When the sum of the parts

The subdivision of buildings retains its popularity amongst developers either through the creation of apartments, HMOs or in certain circumstances the creation of terraced housing through the subdivision of a detached building.

The rewards can be significant. The rental return of the parts is likely to significantly exceed that of one larger unit and the capital values are also likely to lead to a far higher Gross Development Value (GDV).  Additionally, in many areas the smaller units are more saleable.

However the subdivision of buildings is not merely a case of buying an extra couple of Kitchens and Bathrooms, there are some significant issues which need to be addressed to successfully achieve a multi unit scheme.

In essence instead of refurbishing one building you are actually “building” several and the project should be viewed as such.

Initially you have to consider the compliance issues including planning permission and Building Regulation approval which  will principally be concerned with items such as fire separation and the transfer of sound. One large dwelling in single occupancy is likely to require nothing more than mains smoke detection in each of the circulation areas, principal reception and heat detection in the Kitchen. That same building arranged as say four self contained apartments will require a full fire system with call points by the exits, fire doors, heat and smoke detection both in the communal areas and the apartments themselves. An automatic smoke vent is likely to be required in the roof of the communal area. Furthermore emergency lighting will be required throughout the communal areas. This will significantly impact both design and cost.
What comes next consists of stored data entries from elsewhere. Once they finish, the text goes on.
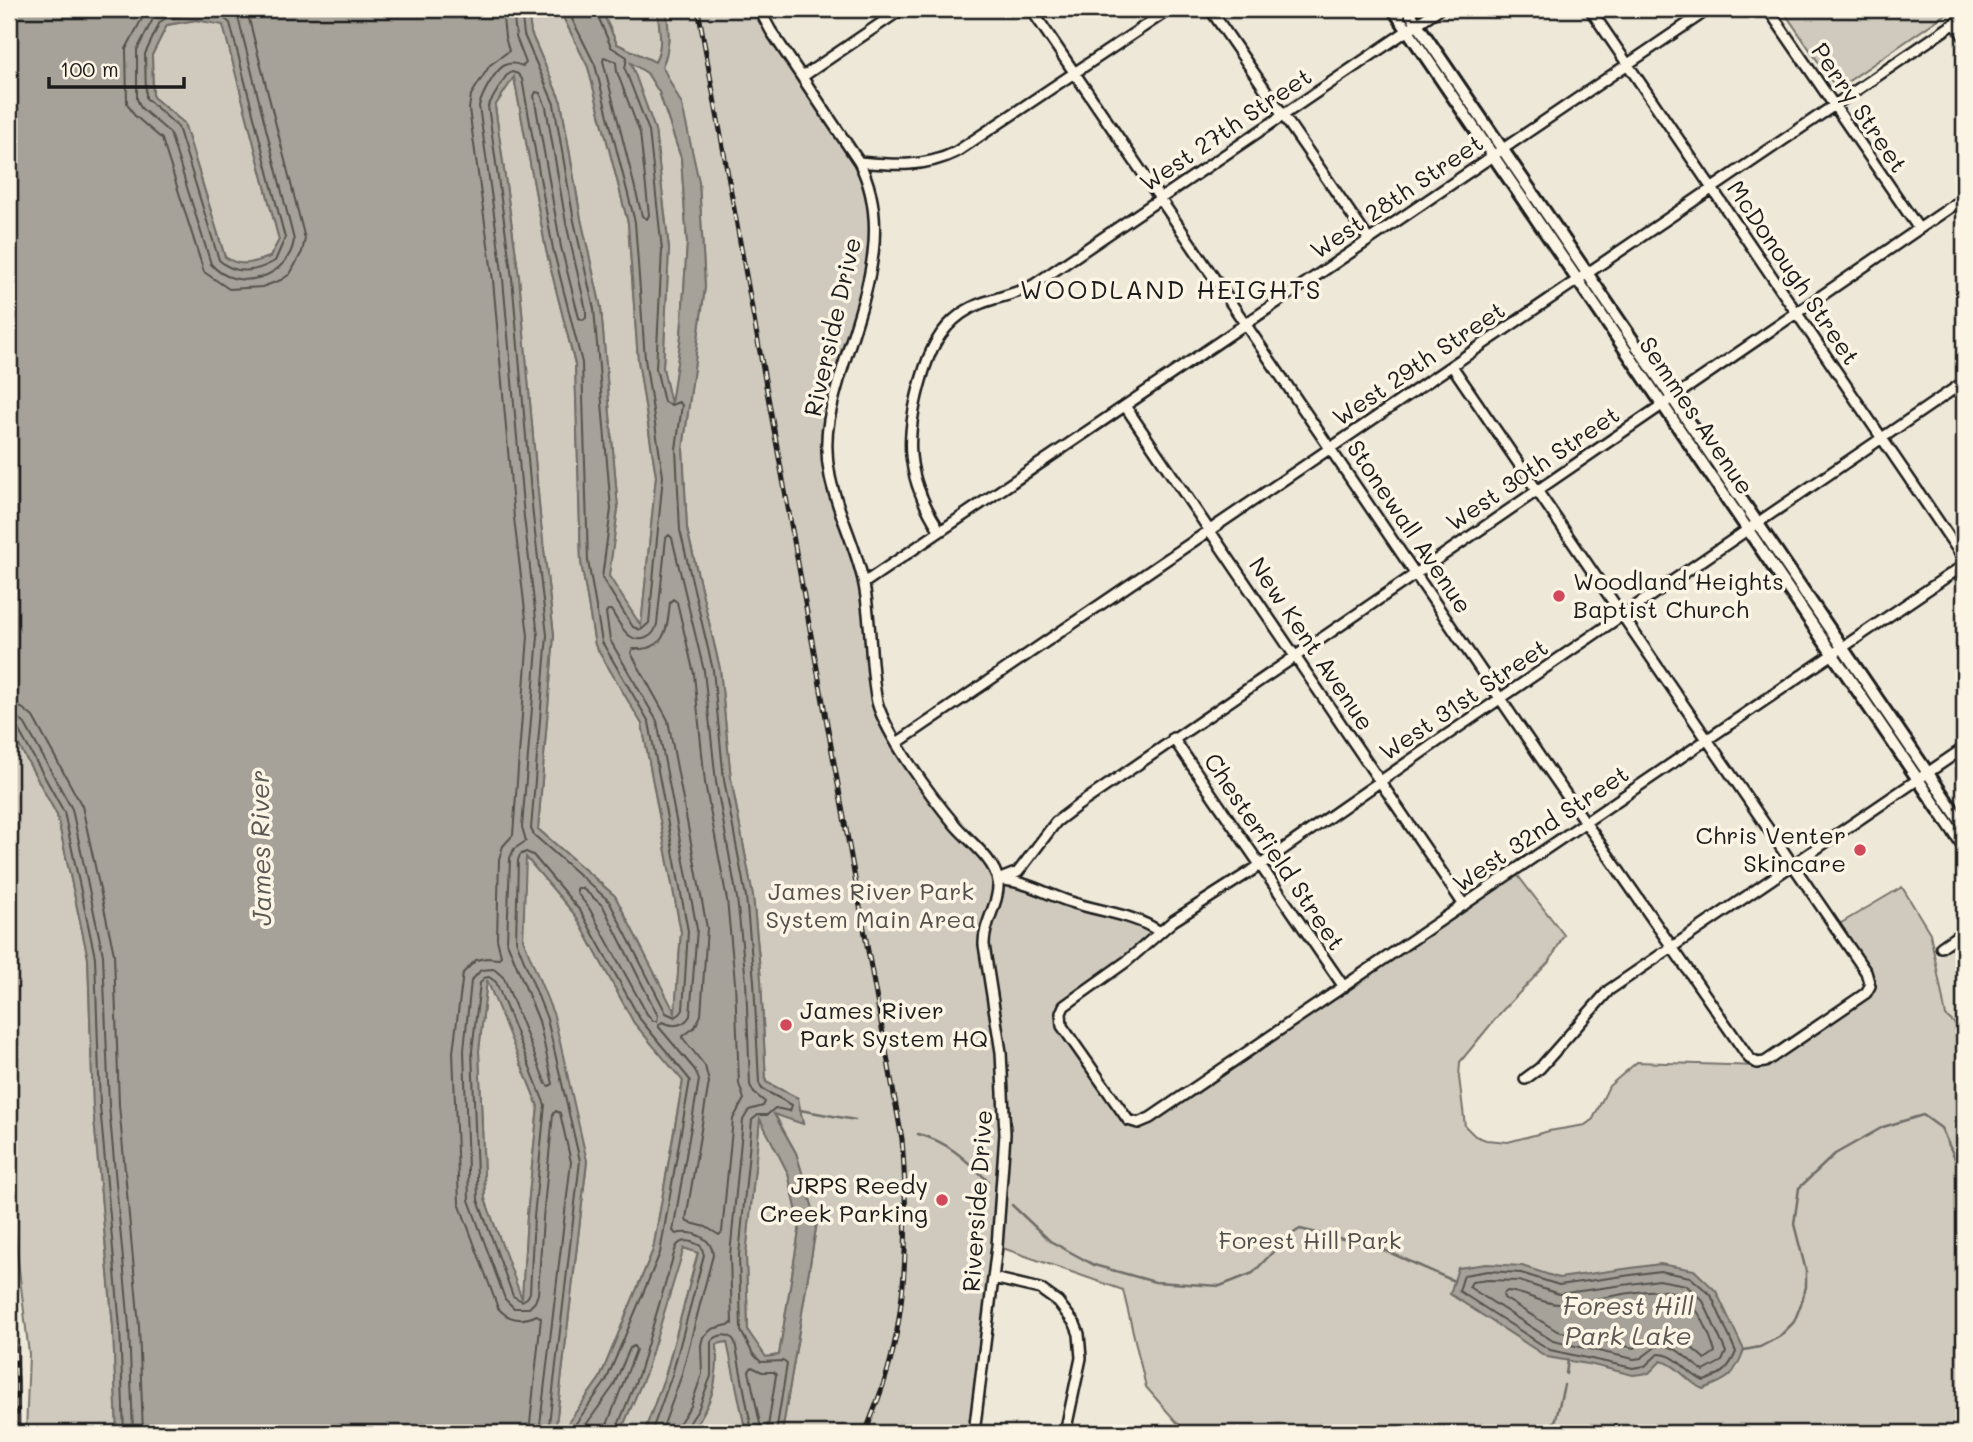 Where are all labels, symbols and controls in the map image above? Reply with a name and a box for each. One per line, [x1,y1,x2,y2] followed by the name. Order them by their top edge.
[1805,36,1915,178] street label: Perry Street
[49,46,184,90] scale bar
[60,55,119,82] text: 100 m
[1133,60,1317,198] street label: West 27th Street
[1304,126,1489,265] street label: West 28th Street
[1721,174,1868,370] street label: McDonough Street
[796,234,867,419] street label: Riverside Drive
[1020,272,1322,306] district label: WOODLAND HEIGHTS
[1326,294,1510,432] street label: West 29th Street
[1633,330,1762,500] street label: Semmes Avenue
[1439,398,1625,537] street label: West 30th Street
[1341,433,1480,619] street label: Stonewall Avenue
[1243,550,1382,736] street label: New Kent Avenue
[1573,565,1784,624] place label: Woodland Heights Baptist Church
[1551,588,1567,604] marker: Woodland Heights Baptist Church
[1373,631,1553,767] street label: West 31st Street
[1198,747,1353,956] street label: Chesterfield Street
[1446,757,1634,898] street label: West 32nd Street
[242,770,278,926] water label: James River
[1696,819,1846,878] place label: Chris Venter Skincare
[1852,842,1868,858] marker: Chris Venter Skincare
[766,875,976,934] park label: James River Park System Main Area
[800,994,988,1053] place label: James River Park System HQ
[778,1017,794,1033] marker: James River Park System HQ
[955,1109,998,1293] street label: Riverside Drive
[760,1169,928,1228] place label: JRPS Reedy Creek Parking
[934,1192,950,1208] marker: JRPS Reedy Creek Parking
[1218,1224,1402,1255] park label: Forest Hill Park
[1562,1288,1694,1352] water label: Forest Hill Park Lake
Sound transfer is a consideration in multi unit buildings and the cost in providing sound protection between the units will not be inconsiderable.

Another significant cost is the provision of separate gas, electricity, water and drainage connections for each of the units that you are creating. These costs can be very significant and therefore research and due diligence is required to ensure that your proposals are not only viable, but profitable too.

Assuming the numbers add up, I would always advocate looking at the proposed units and assessing their suitability for your market place. Many newbie developers give their architect the remit simply of providing as many units as is possible thinking this will maximize their return. I make this comment as that is what I used to do! This is not always the best way.  By way of an example I am currently involved in the subdivision of a large townhouse on the seafront in Margate. In terms of size, the premises are capable of being subdivided into four apartments. As four there would be one apartment to the rear with no sea view and the remaining three would consequently be on the small side and probably best suited only to rental investors. My preferred alternative is the creation of three units which will be of a good size, all with sea views and will allow me to offer the space and finish demanded by the out of town holiday home buyer. The GDV of three units is the same as the four would achieve but the costs of the conversion are significantly less given we will require less sound and fireproofing, one less gas and electric supply not to mention the reduction in costs on Kitchen and Bathroom fittings.

If you are planning on completing the development and retaining the units for rental, you should undertake similar calculations of the likely gross yield based on the costs involved set against the number of units. You may well find that fewer is more lucrative.

A further consideration which should be factored into your development appraisals is the increased legal costs that such plans will require. Instead of one conveyance on sale, you will be looking at several and you will also need to create leases for the various flats you have created or split the title in the event that you are creating freehold houses. That said, by developing flats you could be left with a freehold which has a significant value which could more than offset those lawyers fees.

A wise investor will also factor in the additional time that a subdivision project will take. Be aware that there can be significant lead times for new utility supplies to be installed and you will almost certainly need planning permission to subdivide a building which is likely not to be required if you were simply refurbishing a large house.

Subdivision can be a rewarding and lucrative way of progressing your property journey but it is not, in my opinion, for the very inexperienced. I would suggest you gain some experience and confidence in a single unit conversion or refurbishment before you make the leap to a subdivision scheme.